На рабочих факультетах хотя и встречаются часто хороший контингент учеников, хорошие преподаватели и усердная, строго дисциплинированная работа, однако, как уже говорилось, образование там слишком несовершенно и длится слишком короткий срок, чтобы обеспечить достойную подготовку к вузу, а тем более к университету. И от этой базы, три года которой должны заменить всю начальную школу и гимназию прежней системы и которая содержит изрядную долю марксистской теологии, конструкторы коммунизма требуют, несмотря на протесты как со стороны старых специалистов, так и со стороны самой коммунистической молодёжи, обеспечения полной подготовки учеников. Беседуя с коммунистами, я заявил, что, по нашему опыту и практике, подобное невозможно физически. Они были полностью согласны с этой точкой зрения и в отношении России и не понимали движущих мотивов московских властей, работающих над подобной программой.
Впрочем, всё это – больше программа, нежели реальность. Большинство вузов с упомянутыми указаниями не считаются и устанавливают четырёх-пятилетний срок обучения. Но несмотря на это, пока едва ли возможно избежать (по крайней мере временного) падения уровня образования вузовской молодёжи, поскольку в игру сейчас вступают пролетаризированные кадры, получившие образование в основном у «маргариновых профессоров» всё той же системы пролетаризации. Противовес может появиться только вместе с новыми духовными и мировоззренческими течениями, приносящими новый взгляд, новые лозунги и связанные с этим новые требования: свободы труда, свободы знаний, свободы мышления, свободы мнений – среди самих студентов.

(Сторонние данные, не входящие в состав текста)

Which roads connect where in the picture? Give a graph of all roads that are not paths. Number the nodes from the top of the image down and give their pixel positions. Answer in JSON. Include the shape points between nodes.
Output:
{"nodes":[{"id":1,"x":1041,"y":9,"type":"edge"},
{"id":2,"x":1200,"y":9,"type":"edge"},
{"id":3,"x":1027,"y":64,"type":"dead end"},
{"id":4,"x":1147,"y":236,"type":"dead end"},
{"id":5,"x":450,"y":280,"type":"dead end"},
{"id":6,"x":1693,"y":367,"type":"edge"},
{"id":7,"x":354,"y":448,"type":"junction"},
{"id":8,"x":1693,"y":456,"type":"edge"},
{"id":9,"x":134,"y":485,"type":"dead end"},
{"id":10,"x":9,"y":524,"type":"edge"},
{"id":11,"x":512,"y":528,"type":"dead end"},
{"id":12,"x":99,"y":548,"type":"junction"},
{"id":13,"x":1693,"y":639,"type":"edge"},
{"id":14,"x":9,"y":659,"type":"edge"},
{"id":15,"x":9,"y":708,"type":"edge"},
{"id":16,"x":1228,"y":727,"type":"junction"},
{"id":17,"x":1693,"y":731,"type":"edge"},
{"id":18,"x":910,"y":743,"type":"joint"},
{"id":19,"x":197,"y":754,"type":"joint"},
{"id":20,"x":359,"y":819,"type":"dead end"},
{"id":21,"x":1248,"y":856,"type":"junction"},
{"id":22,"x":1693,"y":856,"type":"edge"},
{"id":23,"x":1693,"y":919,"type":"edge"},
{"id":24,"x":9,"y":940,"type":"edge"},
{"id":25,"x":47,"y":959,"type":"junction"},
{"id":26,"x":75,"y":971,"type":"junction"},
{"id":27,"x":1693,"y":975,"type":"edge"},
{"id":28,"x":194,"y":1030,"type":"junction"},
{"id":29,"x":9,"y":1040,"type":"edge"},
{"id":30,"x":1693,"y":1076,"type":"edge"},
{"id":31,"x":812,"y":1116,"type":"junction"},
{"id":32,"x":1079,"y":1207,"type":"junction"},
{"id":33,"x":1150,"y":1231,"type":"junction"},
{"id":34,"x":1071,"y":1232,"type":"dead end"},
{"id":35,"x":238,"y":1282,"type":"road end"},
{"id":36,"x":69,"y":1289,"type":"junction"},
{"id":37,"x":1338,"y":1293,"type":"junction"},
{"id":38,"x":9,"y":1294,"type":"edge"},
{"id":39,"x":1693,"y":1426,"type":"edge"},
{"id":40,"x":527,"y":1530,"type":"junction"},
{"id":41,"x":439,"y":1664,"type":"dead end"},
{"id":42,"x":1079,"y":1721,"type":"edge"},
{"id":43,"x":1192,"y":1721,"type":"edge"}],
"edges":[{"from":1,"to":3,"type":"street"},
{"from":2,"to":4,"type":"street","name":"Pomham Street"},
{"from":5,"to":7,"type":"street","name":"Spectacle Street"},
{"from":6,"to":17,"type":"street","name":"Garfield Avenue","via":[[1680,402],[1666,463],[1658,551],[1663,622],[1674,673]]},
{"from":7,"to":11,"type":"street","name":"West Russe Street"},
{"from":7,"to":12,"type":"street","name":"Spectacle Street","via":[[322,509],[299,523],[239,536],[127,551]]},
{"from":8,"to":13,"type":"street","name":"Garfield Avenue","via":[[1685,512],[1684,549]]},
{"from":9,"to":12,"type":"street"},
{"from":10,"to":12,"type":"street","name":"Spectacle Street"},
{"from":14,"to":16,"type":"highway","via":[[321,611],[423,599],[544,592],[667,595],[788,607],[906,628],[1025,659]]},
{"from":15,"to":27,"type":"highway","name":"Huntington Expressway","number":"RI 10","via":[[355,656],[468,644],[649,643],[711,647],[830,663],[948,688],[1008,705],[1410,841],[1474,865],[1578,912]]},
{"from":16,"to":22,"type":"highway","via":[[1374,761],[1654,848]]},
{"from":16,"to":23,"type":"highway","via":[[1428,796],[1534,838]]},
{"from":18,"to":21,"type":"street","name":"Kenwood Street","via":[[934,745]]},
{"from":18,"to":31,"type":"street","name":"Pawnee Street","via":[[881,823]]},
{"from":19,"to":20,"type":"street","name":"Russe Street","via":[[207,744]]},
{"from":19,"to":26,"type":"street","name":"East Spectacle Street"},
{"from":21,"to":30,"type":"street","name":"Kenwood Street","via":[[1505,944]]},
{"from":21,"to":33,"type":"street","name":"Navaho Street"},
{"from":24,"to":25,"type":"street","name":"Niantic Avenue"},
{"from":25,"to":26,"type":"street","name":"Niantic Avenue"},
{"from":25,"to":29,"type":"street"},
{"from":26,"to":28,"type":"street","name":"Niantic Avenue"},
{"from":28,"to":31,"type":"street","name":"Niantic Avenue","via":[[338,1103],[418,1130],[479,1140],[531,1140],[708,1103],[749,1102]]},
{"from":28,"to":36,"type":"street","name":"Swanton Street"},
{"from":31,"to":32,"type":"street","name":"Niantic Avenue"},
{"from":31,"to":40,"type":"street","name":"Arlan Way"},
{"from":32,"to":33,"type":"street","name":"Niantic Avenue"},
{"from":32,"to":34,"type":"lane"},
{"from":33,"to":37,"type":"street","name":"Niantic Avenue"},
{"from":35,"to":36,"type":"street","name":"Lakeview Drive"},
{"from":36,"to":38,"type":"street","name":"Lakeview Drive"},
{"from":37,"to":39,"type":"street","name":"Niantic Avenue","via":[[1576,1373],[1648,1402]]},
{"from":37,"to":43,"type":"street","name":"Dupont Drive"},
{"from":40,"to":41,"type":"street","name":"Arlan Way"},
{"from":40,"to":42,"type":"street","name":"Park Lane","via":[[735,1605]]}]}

Ещё до того как новые группы обучающихся при коммунистической системе окончат вузы и выйдут в большом количестве во взрослую жизнь, можно сделать некие выводы о качестве результатов. Мне привели примерно следующую цитату торжествующего комиссара народного просвещения г-на Луначарского: «Мы стремились сотрудничать с вами, с интеллигенцией, но вы отвернулись от нас. Что ж, мы создали новую интеллигенцию, нашу, нашей партии, с нашим мировоззрением».